>>>>

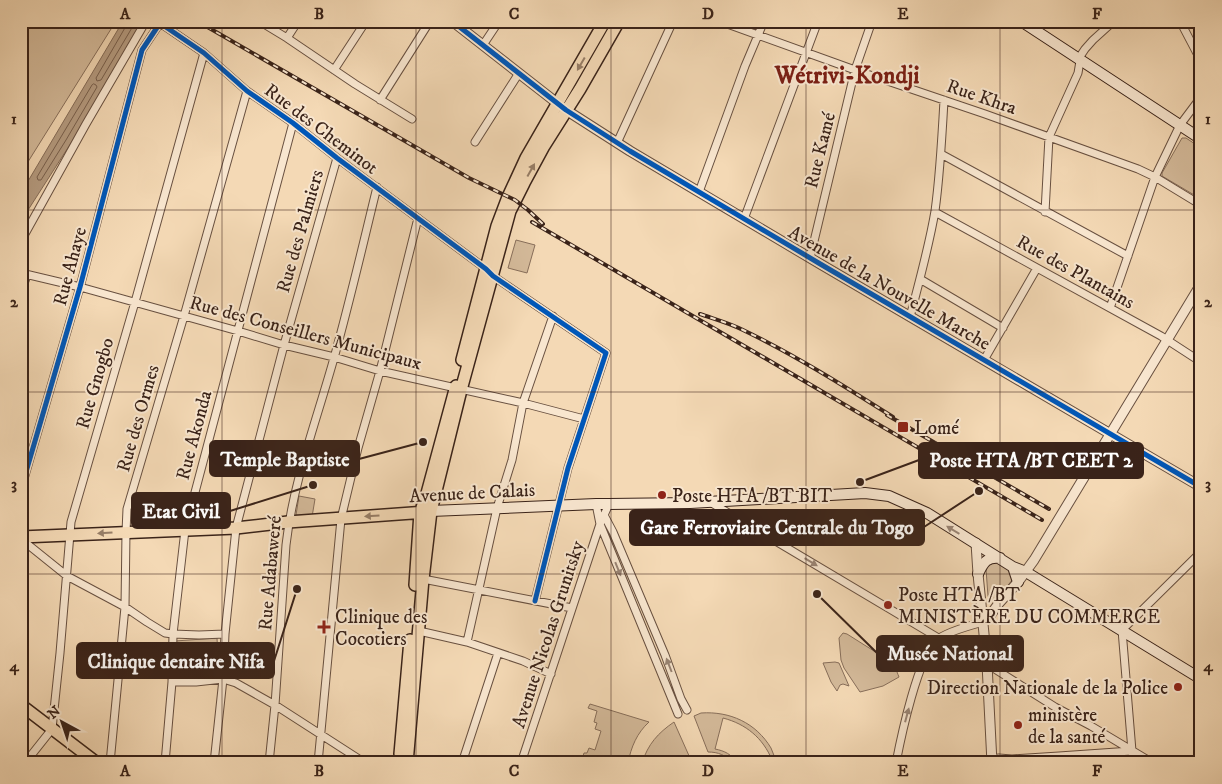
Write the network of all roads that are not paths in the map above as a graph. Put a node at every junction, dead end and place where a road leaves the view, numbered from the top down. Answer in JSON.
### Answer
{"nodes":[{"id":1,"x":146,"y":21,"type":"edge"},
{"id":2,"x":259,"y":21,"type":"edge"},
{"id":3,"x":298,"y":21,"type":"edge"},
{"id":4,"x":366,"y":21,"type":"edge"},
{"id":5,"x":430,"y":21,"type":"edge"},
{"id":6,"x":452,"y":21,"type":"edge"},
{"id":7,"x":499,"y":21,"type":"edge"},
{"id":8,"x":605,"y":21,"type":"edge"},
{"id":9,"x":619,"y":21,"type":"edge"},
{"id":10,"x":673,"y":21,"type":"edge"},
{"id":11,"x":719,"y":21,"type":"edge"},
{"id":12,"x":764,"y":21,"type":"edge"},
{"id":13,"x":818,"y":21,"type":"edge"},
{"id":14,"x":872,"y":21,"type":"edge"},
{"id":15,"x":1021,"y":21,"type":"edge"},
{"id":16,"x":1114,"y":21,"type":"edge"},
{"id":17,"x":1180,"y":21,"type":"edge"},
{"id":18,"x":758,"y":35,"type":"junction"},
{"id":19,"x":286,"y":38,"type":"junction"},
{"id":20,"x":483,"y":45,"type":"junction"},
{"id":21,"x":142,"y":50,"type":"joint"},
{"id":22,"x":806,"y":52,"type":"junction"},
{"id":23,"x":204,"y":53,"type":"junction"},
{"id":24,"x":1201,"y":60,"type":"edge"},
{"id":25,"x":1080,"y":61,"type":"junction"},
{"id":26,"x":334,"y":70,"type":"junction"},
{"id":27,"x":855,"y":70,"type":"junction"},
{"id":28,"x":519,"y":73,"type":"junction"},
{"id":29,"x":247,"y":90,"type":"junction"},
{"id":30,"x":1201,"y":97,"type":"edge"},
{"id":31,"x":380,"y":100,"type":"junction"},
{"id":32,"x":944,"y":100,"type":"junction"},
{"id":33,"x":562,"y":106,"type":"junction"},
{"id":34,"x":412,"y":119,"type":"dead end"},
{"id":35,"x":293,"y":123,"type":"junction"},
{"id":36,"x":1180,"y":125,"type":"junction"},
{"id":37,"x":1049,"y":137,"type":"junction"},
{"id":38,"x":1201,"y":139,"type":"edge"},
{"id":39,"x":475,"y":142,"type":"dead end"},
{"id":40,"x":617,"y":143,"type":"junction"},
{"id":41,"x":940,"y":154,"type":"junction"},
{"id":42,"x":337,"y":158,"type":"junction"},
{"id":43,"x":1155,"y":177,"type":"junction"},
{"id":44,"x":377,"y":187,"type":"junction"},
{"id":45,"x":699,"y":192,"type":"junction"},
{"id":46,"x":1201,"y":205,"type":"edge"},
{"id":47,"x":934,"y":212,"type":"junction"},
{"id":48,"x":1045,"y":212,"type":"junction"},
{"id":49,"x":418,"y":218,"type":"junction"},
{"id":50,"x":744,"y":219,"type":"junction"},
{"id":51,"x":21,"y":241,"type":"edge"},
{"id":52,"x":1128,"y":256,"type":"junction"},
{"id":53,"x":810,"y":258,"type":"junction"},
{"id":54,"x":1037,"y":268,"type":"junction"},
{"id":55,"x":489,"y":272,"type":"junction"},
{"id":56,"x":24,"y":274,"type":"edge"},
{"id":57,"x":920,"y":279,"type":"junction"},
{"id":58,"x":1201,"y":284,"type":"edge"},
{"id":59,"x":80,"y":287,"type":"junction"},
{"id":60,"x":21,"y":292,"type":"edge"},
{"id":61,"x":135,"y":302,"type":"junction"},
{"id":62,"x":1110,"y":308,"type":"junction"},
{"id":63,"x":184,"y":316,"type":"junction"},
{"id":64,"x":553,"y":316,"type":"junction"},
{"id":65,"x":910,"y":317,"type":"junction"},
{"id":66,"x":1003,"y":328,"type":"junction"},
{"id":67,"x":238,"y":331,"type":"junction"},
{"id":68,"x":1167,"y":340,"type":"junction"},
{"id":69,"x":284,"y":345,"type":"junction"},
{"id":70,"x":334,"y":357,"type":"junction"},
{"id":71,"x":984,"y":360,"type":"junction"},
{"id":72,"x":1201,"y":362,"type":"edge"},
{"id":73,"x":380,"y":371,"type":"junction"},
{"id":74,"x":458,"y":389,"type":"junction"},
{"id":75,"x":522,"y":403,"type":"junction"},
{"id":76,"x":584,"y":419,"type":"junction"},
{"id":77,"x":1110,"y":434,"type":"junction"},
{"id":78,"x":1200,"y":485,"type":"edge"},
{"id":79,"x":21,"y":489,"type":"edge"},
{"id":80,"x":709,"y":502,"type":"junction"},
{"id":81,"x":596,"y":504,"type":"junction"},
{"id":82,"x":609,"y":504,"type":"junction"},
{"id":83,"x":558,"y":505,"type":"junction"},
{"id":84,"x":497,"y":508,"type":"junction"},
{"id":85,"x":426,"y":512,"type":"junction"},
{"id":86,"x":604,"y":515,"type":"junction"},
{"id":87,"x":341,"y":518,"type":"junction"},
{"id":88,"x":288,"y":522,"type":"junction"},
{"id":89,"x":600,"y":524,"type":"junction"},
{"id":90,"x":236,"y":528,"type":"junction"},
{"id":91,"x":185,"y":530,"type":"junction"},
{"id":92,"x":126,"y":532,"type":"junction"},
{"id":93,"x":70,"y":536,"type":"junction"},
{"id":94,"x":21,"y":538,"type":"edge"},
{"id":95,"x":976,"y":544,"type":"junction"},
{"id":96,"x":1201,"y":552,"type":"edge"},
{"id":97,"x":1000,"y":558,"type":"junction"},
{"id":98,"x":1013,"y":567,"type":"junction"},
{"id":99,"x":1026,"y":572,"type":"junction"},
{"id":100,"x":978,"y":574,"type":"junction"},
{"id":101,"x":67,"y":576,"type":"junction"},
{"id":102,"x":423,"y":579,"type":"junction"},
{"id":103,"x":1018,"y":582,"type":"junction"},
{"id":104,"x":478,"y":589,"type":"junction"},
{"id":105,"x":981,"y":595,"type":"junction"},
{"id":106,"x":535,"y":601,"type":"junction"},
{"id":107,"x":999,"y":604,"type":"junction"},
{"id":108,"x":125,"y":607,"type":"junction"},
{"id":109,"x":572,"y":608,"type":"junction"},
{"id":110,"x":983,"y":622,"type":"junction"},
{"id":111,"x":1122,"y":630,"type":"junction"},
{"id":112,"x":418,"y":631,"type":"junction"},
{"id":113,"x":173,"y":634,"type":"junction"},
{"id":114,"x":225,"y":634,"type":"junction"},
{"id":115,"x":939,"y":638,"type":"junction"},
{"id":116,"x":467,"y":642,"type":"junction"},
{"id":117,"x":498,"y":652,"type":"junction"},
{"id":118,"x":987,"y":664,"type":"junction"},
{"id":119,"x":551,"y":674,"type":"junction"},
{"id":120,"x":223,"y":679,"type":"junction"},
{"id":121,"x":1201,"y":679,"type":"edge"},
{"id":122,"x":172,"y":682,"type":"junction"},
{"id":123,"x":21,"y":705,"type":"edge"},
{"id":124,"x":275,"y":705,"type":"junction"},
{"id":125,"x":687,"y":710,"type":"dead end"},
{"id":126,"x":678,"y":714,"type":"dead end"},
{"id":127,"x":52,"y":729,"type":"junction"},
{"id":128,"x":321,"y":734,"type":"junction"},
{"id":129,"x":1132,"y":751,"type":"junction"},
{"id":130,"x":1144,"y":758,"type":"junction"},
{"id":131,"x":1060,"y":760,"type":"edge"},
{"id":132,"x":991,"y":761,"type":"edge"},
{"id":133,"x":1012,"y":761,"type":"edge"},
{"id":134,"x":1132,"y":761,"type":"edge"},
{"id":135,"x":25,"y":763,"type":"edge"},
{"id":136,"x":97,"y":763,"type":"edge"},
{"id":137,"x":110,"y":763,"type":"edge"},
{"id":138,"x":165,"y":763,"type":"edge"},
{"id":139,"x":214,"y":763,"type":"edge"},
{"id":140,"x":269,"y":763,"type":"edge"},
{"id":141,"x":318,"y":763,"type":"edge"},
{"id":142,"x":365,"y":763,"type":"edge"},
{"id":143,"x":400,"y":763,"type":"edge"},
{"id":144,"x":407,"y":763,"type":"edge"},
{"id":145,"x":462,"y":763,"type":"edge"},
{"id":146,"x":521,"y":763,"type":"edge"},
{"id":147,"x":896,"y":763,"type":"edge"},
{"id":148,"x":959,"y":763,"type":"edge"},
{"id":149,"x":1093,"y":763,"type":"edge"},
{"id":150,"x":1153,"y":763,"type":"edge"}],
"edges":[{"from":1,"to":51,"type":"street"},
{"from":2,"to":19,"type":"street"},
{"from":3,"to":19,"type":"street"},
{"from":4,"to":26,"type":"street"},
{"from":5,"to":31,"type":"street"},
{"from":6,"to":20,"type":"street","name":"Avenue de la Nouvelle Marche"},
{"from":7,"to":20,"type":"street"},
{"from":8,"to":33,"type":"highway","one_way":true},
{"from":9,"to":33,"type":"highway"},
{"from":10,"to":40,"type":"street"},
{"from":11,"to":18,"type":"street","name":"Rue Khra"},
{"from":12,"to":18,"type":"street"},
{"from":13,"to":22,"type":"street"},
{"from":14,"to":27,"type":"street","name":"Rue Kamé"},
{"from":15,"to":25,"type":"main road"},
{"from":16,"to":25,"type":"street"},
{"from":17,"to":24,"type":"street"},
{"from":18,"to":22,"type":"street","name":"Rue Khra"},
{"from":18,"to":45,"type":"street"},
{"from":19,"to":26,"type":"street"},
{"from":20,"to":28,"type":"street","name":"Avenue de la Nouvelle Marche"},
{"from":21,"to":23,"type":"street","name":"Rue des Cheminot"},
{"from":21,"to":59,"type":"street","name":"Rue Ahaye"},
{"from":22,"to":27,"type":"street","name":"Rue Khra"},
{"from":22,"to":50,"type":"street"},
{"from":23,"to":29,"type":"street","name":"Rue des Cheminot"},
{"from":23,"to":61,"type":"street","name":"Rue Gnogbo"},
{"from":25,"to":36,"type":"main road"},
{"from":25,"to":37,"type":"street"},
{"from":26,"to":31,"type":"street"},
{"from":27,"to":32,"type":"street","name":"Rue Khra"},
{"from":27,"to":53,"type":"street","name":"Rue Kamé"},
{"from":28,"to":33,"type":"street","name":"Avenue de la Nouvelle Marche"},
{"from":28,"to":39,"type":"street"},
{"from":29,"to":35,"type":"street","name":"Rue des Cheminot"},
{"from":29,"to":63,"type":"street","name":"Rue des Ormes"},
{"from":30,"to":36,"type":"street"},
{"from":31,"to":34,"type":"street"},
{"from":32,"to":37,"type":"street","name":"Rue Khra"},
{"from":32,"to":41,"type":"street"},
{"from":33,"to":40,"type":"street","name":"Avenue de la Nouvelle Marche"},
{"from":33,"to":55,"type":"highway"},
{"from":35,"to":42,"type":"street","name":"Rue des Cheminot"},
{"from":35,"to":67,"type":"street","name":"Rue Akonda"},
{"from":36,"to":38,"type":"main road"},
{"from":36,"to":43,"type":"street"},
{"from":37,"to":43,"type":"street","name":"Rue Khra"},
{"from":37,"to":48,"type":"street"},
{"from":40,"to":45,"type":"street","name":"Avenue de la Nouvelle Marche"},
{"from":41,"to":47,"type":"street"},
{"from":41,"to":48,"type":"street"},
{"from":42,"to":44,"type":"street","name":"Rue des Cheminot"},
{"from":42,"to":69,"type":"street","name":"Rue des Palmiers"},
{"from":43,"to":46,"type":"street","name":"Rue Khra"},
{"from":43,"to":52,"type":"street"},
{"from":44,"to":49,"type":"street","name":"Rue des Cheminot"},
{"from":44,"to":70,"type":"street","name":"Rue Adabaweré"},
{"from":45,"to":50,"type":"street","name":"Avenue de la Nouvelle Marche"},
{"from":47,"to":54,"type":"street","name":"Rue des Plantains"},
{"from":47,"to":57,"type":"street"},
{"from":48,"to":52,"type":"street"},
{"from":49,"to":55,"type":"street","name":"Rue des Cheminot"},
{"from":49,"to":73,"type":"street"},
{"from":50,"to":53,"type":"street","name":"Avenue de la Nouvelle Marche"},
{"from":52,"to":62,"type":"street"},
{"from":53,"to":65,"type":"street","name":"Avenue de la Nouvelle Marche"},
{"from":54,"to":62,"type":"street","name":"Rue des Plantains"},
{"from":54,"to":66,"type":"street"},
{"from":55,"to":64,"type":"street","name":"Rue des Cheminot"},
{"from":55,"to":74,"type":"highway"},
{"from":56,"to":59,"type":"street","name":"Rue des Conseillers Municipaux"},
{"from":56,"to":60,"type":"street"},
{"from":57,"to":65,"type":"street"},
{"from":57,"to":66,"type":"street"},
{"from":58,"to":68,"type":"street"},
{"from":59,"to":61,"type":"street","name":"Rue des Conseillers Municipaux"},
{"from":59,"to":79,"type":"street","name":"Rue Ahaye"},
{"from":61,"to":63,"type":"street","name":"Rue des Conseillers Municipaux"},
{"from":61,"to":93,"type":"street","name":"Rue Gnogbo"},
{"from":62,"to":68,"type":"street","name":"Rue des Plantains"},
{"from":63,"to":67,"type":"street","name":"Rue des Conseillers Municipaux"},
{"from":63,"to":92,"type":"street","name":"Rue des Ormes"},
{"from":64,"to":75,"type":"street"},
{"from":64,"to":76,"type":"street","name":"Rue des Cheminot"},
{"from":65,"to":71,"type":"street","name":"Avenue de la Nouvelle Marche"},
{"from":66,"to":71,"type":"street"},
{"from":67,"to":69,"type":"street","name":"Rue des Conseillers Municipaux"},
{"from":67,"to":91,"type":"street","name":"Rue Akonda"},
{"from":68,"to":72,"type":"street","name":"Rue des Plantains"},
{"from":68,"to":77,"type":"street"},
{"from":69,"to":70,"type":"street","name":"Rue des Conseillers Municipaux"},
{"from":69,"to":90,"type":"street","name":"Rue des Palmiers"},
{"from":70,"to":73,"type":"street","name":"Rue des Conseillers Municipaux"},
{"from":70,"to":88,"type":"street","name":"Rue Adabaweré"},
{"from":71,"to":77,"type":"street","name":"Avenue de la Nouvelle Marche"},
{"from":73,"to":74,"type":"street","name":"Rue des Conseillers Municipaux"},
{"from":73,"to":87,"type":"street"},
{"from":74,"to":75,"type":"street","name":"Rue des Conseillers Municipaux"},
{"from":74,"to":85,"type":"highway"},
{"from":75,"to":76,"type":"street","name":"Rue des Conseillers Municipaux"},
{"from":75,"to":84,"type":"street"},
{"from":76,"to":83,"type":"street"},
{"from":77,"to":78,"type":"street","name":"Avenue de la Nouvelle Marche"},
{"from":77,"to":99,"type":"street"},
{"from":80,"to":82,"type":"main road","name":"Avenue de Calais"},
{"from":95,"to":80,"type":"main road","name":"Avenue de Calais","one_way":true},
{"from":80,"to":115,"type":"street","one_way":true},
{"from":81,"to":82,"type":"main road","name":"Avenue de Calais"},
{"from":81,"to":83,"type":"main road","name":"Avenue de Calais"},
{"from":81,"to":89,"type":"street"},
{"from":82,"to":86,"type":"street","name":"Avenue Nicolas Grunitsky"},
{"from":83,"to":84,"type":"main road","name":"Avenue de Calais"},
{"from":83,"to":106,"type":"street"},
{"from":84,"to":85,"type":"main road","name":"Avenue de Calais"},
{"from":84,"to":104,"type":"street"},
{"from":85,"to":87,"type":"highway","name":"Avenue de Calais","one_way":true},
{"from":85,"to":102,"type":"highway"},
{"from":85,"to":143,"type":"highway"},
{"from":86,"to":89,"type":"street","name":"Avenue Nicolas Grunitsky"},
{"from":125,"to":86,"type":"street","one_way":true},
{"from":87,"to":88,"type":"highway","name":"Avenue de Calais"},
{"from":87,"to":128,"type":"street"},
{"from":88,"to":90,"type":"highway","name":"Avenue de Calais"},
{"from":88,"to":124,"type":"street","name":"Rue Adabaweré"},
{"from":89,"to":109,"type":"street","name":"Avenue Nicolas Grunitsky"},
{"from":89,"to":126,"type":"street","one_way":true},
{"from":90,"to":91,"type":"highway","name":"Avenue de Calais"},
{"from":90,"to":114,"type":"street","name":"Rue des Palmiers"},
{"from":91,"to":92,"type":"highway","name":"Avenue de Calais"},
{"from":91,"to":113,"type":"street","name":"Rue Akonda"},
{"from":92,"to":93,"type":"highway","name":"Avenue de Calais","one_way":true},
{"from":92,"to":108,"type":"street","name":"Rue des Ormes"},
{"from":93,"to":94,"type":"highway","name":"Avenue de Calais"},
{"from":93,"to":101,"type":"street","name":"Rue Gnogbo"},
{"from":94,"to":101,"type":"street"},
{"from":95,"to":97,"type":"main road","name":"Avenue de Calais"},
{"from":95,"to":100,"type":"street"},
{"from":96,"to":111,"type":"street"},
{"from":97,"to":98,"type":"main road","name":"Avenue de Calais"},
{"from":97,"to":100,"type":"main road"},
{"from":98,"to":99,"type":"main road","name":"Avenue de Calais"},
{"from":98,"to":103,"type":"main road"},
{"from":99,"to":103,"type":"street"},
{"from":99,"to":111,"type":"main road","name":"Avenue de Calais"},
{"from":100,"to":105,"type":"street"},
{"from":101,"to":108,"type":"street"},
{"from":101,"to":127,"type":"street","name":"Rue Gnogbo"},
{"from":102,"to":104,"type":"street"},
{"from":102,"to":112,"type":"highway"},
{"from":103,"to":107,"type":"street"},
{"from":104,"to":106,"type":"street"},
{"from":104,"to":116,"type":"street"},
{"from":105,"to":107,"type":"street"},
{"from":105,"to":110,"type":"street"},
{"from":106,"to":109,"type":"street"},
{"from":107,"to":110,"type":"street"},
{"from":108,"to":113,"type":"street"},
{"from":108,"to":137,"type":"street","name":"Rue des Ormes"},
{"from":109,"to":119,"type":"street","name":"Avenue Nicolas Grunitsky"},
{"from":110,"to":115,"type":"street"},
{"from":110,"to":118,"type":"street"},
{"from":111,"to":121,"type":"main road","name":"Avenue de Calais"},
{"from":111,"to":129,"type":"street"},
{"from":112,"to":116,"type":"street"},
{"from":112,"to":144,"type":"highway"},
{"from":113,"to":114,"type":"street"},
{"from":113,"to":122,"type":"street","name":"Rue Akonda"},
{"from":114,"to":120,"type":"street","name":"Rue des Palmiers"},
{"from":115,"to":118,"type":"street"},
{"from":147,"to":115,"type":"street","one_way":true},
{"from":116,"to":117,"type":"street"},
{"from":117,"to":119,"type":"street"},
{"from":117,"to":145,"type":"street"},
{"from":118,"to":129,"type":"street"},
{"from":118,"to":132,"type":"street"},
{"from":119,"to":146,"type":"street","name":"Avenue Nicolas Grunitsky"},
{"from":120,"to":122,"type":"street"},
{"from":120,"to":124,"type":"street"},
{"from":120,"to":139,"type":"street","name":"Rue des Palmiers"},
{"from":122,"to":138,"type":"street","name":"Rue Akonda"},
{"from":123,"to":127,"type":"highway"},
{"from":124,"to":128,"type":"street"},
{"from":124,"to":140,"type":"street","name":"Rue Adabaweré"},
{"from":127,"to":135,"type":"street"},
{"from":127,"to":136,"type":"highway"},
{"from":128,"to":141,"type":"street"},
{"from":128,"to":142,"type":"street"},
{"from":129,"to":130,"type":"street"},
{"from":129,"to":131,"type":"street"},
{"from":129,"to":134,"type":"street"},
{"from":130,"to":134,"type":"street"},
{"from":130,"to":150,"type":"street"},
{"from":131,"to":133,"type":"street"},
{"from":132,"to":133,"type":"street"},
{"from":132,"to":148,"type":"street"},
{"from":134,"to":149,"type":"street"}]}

<<<<

_Task item_.
Among the lines above, which ones include the word "Ormes"? Copy them.

_Expected answer_.
{"from":29,"to":63,"type":"street","name":"Rue des Ormes"},
{"from":63,"to":92,"type":"street","name":"Rue des Ormes"},
{"from":92,"to":108,"type":"street","name":"Rue des Ormes"},
{"from":108,"to":137,"type":"street","name":"Rue des Ormes"},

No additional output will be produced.